▶ **Data listing**:
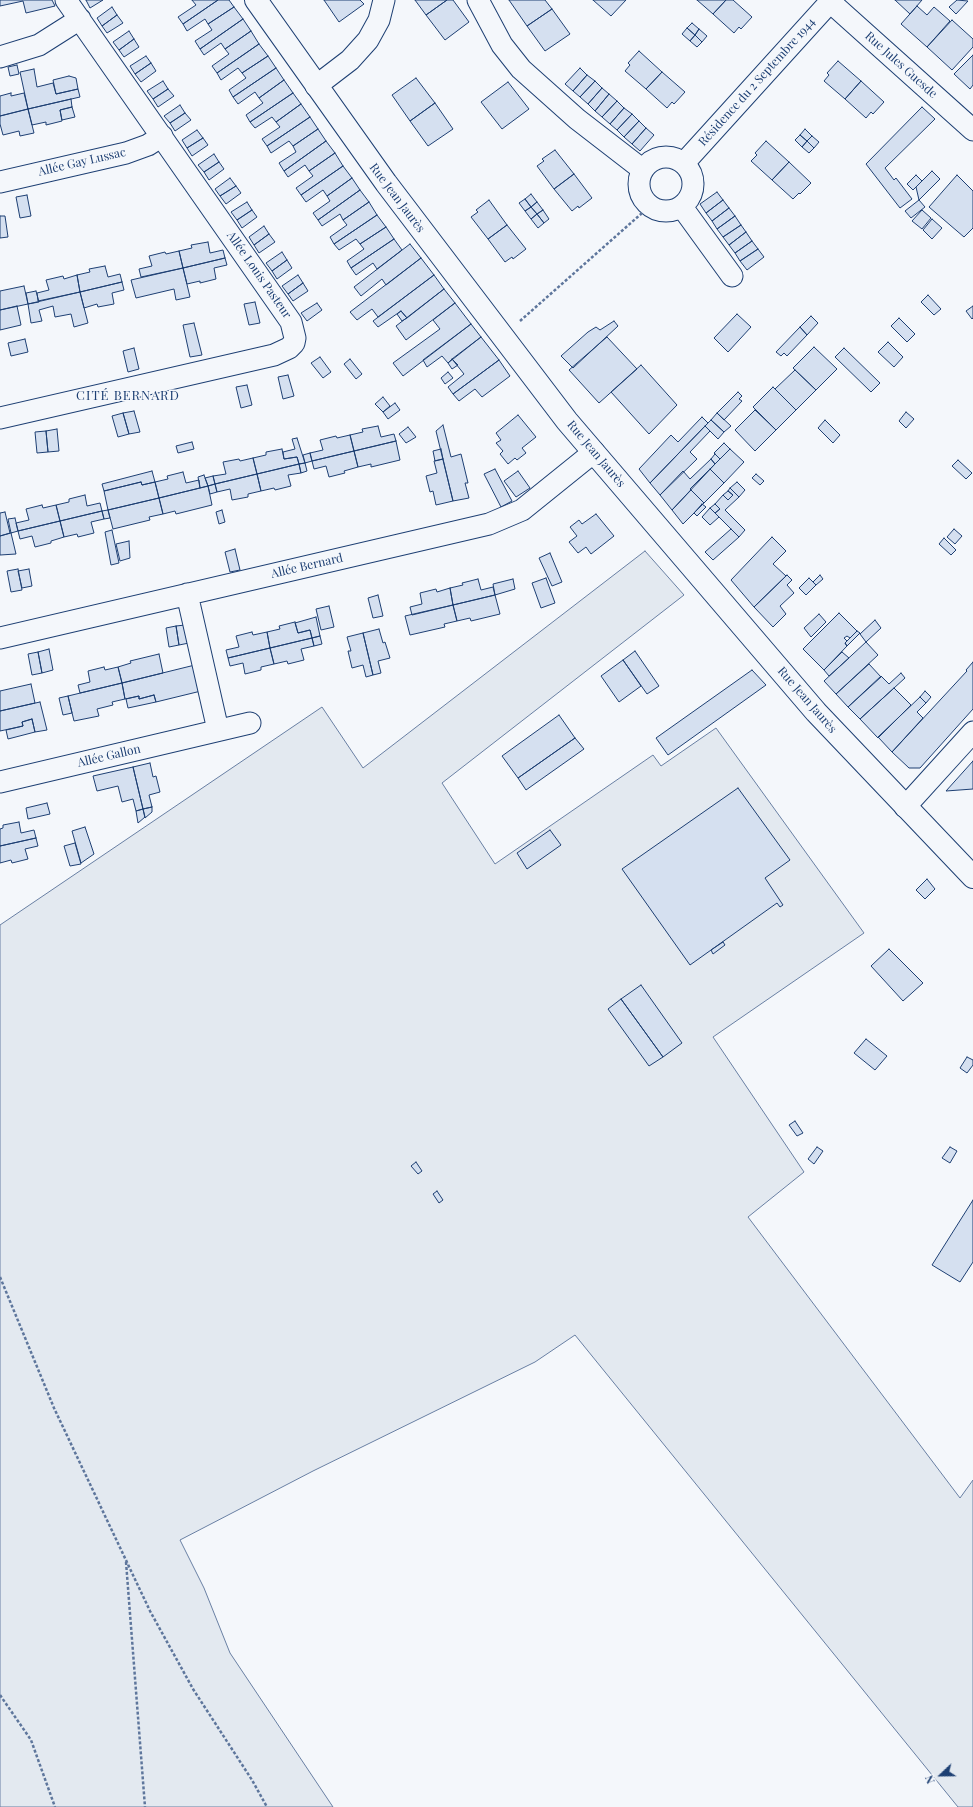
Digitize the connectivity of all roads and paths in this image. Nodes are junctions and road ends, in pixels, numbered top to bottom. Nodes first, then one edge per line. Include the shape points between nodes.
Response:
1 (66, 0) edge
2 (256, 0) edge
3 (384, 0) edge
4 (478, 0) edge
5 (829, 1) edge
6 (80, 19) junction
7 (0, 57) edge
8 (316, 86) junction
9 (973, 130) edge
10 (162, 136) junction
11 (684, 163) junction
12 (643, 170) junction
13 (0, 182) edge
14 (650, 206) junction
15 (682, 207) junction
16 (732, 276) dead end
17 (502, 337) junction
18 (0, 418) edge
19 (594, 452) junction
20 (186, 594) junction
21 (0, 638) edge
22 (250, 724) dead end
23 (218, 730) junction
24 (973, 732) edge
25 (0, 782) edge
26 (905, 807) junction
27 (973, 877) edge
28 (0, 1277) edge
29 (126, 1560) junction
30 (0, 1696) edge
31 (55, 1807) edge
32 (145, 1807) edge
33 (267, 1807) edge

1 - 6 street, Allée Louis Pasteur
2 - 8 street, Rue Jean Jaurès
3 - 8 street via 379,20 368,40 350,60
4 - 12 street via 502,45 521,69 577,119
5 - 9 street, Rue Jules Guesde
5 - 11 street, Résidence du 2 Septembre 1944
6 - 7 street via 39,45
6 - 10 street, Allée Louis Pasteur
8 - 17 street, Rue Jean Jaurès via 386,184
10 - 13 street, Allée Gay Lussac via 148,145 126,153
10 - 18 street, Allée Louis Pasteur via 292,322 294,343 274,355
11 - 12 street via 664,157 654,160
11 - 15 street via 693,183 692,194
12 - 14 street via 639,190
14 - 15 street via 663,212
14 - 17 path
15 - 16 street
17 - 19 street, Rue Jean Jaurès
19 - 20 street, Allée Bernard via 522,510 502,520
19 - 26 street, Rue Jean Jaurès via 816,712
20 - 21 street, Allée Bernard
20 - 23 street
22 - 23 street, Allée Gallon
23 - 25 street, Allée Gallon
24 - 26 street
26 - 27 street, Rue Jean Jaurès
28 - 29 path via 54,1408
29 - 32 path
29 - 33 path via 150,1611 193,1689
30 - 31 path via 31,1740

▶ **What to do**:
Output all of the entries once more, word for word, with the images removed.

▶ **Answer space**:
Digitize the connectivity of all roads and paths in this image. Nodes are junctions and road ends, in pixels, numbered top to bottom. Nodes first, then one edge per line. Include the shape points between nodes.
Response:
1 (66, 0) edge
2 (256, 0) edge
3 (384, 0) edge
4 (478, 0) edge
5 (829, 1) edge
6 (80, 19) junction
7 (0, 57) edge
8 (316, 86) junction
9 (973, 130) edge
10 (162, 136) junction
11 (684, 163) junction
12 (643, 170) junction
13 (0, 182) edge
14 (650, 206) junction
15 (682, 207) junction
16 (732, 276) dead end
17 (502, 337) junction
18 (0, 418) edge
19 (594, 452) junction
20 (186, 594) junction
21 (0, 638) edge
22 (250, 724) dead end
23 (218, 730) junction
24 (973, 732) edge
25 (0, 782) edge
26 (905, 807) junction
27 (973, 877) edge
28 (0, 1277) edge
29 (126, 1560) junction
30 (0, 1696) edge
31 (55, 1807) edge
32 (145, 1807) edge
33 (267, 1807) edge

1 - 6 street, Allée Louis Pasteur
2 - 8 street, Rue Jean Jaurès
3 - 8 street via 379,20 368,40 350,60
4 - 12 street via 502,45 521,69 577,119
5 - 9 street, Rue Jules Guesde
5 - 11 street, Résidence du 2 Septembre 1944
6 - 7 street via 39,45
6 - 10 street, Allée Louis Pasteur
8 - 17 street, Rue Jean Jaurès via 386,184
10 - 13 street, Allée Gay Lussac via 148,145 126,153
10 - 18 street, Allée Louis Pasteur via 292,322 294,343 274,355
11 - 12 street via 664,157 654,160
11 - 15 street via 693,183 692,194
12 - 14 street via 639,190
14 - 15 street via 663,212
14 - 17 path
15 - 16 street
17 - 19 street, Rue Jean Jaurès
19 - 20 street, Allée Bernard via 522,510 502,520
19 - 26 street, Rue Jean Jaurès via 816,712
20 - 21 street, Allée Bernard
20 - 23 street
22 - 23 street, Allée Gallon
23 - 25 street, Allée Gallon
24 - 26 street
26 - 27 street, Rue Jean Jaurès
28 - 29 path via 54,1408
29 - 32 path
29 - 33 path via 150,1611 193,1689
30 - 31 path via 31,1740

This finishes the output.